What the exercise asks:
Check each line of the listing, and copy it if it contains the word "graph".

Material for this task:
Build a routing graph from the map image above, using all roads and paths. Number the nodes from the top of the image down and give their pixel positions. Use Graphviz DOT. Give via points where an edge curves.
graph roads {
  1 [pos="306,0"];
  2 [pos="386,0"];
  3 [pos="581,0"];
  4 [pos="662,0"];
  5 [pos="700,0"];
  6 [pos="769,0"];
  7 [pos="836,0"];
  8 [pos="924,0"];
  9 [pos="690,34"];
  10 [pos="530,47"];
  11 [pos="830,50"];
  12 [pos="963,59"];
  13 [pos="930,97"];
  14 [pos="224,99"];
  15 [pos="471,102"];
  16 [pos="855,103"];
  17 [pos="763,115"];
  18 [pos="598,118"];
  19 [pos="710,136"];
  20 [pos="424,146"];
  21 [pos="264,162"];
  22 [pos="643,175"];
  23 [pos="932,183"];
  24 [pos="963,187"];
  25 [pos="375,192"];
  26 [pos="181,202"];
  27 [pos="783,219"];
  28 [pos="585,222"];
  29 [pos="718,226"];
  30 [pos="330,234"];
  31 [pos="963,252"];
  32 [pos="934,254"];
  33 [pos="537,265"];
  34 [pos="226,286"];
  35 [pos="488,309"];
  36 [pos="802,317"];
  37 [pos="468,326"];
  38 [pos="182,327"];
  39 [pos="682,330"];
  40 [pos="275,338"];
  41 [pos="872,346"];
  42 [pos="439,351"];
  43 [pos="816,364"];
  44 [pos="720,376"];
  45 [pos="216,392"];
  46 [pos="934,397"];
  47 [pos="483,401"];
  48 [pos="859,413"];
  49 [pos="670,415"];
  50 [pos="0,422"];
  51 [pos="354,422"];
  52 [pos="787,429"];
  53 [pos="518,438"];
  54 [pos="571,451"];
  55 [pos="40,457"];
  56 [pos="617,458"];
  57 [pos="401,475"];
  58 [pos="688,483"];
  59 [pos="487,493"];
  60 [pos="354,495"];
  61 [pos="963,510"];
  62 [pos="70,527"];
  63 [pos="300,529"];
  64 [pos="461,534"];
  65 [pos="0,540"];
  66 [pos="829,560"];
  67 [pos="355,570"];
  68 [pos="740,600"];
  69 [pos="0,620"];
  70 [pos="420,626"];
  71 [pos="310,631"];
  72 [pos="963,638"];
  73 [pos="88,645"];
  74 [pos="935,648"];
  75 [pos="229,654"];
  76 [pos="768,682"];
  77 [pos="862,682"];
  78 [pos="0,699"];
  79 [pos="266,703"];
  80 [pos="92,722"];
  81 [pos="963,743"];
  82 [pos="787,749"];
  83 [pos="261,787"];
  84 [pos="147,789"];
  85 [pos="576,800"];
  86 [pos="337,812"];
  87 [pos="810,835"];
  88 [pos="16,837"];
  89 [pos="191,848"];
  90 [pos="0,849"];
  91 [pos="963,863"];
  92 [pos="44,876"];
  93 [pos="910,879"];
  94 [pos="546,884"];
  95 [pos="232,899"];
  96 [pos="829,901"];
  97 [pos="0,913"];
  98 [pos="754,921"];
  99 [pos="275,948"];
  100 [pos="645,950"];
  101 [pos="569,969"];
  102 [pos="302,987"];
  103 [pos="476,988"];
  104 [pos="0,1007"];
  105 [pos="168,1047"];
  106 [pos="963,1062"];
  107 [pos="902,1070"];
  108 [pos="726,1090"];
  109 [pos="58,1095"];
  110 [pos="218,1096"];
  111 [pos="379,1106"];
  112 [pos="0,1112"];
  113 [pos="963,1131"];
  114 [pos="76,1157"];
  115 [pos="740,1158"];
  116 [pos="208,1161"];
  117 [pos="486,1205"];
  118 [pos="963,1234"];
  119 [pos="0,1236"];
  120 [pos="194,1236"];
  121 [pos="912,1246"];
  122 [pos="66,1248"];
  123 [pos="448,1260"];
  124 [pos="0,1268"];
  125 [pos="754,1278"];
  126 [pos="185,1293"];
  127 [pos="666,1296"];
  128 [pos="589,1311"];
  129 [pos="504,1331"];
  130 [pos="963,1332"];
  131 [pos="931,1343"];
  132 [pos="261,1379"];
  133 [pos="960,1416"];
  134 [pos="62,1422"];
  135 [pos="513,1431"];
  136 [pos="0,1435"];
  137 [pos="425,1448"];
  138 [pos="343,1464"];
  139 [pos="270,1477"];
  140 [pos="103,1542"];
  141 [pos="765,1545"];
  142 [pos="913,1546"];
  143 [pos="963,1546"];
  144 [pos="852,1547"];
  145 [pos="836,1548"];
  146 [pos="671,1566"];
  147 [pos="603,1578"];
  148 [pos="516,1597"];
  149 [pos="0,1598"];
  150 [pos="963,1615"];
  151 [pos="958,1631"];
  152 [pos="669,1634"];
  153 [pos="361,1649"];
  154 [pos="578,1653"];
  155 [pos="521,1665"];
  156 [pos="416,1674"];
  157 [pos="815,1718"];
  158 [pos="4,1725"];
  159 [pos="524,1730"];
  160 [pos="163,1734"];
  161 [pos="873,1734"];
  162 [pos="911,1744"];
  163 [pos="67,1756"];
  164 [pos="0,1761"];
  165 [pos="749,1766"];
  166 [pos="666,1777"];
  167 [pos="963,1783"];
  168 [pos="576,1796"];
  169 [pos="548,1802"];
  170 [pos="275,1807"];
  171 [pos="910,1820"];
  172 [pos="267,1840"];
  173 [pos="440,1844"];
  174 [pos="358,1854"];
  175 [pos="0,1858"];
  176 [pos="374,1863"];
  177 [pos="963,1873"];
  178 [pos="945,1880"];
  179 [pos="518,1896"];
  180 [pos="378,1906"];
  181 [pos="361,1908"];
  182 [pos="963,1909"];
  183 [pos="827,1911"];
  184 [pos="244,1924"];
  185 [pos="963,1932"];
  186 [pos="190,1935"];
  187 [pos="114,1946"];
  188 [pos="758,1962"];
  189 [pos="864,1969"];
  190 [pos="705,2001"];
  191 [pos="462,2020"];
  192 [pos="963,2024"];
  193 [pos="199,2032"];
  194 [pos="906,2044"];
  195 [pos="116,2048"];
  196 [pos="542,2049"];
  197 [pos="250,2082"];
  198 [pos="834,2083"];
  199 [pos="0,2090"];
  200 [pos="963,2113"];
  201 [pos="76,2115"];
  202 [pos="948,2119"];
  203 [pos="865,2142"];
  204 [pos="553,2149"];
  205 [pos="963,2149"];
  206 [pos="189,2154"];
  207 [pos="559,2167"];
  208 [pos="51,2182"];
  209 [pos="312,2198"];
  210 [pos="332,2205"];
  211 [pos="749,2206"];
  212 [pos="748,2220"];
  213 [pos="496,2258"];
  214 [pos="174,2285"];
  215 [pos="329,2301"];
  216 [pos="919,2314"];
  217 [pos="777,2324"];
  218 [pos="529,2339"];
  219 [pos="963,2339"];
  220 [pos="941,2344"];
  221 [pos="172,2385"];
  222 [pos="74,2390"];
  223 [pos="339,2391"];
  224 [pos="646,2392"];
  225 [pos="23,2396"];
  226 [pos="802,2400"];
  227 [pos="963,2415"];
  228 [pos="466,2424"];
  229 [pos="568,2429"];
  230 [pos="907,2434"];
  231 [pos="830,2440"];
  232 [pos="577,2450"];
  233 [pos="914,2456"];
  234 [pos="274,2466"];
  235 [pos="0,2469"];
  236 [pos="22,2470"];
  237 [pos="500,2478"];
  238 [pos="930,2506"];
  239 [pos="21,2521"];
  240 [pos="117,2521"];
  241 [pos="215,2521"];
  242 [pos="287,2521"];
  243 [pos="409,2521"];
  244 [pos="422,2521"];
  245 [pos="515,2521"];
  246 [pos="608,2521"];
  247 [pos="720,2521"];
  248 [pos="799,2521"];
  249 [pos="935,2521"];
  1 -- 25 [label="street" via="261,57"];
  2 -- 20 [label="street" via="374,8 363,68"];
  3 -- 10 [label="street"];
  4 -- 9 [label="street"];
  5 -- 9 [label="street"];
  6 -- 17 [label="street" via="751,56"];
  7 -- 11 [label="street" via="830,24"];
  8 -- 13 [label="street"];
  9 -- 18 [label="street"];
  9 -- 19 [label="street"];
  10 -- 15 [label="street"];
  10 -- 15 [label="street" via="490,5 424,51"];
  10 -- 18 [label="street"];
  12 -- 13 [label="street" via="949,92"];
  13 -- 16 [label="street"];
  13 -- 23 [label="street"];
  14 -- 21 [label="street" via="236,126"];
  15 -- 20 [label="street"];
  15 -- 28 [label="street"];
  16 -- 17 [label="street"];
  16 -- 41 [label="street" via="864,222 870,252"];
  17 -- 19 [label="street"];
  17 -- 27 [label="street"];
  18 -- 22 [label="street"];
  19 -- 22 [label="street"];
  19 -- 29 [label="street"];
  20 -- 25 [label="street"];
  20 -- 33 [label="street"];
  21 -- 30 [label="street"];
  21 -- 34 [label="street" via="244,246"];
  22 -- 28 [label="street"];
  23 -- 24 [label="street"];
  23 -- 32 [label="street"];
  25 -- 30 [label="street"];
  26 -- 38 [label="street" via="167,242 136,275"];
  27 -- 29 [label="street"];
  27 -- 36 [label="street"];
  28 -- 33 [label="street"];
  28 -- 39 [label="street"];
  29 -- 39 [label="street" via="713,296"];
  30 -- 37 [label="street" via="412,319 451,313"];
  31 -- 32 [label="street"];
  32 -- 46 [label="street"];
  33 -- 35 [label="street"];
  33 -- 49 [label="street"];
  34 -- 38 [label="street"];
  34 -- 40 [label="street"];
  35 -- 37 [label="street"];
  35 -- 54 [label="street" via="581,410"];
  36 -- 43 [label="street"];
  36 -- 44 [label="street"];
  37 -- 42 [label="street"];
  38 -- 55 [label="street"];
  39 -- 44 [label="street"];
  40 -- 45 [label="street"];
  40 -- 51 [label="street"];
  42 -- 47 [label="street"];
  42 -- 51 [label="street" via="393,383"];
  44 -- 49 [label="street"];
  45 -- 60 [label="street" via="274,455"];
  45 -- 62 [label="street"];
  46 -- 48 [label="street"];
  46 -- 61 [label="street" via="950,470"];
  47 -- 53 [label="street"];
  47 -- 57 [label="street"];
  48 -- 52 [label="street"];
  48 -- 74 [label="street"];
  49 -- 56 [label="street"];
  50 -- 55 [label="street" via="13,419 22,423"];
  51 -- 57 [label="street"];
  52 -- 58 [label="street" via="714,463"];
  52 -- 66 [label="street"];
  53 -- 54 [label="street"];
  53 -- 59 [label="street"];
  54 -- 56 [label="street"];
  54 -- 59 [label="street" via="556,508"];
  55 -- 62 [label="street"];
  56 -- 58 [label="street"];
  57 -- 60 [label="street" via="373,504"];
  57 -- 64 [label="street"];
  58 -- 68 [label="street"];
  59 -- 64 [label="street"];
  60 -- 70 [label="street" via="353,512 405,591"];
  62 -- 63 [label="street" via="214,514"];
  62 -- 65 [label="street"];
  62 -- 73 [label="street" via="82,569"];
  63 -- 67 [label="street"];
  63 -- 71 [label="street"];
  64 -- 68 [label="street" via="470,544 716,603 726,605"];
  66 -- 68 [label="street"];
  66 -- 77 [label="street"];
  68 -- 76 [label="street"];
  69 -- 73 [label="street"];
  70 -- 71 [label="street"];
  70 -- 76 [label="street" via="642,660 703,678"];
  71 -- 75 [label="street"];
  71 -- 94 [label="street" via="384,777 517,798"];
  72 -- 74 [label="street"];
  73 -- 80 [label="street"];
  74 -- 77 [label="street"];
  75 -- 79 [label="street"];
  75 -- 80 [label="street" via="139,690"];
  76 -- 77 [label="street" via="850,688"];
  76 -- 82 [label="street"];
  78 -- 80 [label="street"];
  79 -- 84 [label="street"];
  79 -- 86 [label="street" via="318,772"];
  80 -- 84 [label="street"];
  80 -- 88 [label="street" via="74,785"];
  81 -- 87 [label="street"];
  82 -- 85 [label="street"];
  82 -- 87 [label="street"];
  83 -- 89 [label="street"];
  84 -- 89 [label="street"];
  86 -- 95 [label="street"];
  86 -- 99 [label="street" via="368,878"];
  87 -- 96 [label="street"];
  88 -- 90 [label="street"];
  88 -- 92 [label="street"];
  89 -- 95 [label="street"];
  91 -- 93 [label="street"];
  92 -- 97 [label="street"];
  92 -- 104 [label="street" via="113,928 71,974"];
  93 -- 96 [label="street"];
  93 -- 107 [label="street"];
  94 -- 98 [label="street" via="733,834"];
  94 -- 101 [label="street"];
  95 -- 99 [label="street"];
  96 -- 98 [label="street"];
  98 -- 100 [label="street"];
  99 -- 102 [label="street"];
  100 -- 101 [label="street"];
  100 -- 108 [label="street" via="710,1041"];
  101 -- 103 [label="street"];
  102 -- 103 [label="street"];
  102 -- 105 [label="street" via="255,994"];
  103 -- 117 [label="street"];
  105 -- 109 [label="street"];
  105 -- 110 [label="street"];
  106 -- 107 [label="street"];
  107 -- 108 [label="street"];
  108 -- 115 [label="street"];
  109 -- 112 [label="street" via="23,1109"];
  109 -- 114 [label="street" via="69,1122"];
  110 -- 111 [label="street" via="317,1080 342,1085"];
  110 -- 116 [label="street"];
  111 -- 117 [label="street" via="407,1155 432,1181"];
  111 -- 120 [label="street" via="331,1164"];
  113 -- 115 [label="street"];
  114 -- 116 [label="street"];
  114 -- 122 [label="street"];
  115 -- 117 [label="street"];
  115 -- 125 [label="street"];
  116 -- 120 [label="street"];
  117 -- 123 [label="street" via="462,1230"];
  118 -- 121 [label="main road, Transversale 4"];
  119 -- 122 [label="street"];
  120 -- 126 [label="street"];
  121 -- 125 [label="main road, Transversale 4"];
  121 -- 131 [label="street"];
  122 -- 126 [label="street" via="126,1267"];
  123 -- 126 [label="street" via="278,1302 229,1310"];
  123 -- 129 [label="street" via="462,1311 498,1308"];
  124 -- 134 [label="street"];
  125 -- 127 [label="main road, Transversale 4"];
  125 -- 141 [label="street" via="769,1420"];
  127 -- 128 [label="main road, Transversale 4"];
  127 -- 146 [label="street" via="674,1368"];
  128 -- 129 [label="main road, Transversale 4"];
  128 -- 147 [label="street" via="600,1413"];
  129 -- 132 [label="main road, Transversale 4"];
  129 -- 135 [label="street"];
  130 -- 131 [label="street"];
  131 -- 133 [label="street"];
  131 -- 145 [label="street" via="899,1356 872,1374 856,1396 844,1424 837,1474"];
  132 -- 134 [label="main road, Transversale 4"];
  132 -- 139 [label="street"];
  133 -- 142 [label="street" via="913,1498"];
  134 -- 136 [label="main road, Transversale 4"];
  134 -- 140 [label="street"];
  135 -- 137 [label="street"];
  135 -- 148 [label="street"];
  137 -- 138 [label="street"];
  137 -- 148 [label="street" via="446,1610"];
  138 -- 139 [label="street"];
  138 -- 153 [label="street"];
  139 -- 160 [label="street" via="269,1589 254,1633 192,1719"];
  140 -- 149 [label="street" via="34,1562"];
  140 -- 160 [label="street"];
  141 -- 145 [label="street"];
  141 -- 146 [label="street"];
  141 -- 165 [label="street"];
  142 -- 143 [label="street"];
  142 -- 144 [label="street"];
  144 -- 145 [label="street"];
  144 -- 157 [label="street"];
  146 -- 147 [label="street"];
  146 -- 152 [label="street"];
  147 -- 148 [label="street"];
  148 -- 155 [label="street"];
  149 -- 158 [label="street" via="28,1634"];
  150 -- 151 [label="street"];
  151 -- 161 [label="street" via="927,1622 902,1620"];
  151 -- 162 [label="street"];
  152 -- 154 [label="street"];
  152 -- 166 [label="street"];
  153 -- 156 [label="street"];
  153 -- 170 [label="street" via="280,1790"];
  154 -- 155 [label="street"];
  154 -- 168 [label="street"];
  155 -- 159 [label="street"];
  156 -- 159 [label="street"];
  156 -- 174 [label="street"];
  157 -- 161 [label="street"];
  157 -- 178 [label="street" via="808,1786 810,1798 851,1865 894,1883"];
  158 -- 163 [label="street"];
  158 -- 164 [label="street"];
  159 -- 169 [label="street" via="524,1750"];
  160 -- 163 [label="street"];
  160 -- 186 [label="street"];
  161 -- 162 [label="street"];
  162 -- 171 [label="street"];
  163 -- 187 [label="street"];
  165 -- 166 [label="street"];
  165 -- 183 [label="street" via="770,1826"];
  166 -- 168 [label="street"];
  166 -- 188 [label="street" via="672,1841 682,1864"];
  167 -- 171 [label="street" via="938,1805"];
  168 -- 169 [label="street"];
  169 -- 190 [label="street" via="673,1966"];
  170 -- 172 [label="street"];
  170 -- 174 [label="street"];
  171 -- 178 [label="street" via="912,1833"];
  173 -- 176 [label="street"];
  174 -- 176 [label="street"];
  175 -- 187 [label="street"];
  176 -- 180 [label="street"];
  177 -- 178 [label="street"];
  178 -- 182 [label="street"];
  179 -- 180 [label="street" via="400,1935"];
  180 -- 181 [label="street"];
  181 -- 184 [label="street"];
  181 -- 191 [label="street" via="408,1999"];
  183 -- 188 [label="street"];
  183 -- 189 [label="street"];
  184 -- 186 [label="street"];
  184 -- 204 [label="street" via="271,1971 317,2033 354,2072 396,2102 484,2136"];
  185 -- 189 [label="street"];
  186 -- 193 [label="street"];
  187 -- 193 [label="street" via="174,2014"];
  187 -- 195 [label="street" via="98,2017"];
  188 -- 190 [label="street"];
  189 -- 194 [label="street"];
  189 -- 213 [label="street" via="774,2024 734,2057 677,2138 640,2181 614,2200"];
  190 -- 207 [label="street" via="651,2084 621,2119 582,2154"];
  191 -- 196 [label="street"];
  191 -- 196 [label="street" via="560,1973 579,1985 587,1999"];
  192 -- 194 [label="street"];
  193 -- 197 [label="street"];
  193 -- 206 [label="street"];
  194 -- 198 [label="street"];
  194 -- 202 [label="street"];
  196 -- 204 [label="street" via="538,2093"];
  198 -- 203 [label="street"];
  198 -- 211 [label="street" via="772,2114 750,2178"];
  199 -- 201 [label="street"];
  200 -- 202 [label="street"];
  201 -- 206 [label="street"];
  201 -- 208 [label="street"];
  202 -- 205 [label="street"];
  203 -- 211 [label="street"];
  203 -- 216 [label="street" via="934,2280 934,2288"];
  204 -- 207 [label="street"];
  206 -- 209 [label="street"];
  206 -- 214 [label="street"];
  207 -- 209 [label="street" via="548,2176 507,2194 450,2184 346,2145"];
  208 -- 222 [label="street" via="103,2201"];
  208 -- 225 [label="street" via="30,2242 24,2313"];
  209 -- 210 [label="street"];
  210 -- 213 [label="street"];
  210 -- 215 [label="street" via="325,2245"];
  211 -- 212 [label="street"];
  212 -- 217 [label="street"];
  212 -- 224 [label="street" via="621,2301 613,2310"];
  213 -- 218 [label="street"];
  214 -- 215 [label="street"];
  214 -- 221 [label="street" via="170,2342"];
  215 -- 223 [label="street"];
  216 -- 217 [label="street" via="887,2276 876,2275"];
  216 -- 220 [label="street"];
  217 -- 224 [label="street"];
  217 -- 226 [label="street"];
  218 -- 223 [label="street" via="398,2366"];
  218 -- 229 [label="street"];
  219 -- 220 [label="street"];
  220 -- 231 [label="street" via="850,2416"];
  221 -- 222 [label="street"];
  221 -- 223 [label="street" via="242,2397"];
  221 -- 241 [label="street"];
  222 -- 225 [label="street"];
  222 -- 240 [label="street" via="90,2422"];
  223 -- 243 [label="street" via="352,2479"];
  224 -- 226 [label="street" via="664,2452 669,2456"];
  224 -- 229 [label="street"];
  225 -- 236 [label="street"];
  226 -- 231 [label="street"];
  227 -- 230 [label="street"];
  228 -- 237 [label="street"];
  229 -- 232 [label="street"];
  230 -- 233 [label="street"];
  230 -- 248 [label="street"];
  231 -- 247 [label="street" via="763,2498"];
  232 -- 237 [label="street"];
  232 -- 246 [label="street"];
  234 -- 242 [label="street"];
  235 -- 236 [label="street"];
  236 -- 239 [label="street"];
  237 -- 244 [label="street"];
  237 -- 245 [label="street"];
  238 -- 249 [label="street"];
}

Your response:
Build a routing graph from the map image above, using all roads and paths. Number the nodes from the top of the image down and give their pixel positions. Use Graphviz DOT. Give via points where an edge curves.
graph roads {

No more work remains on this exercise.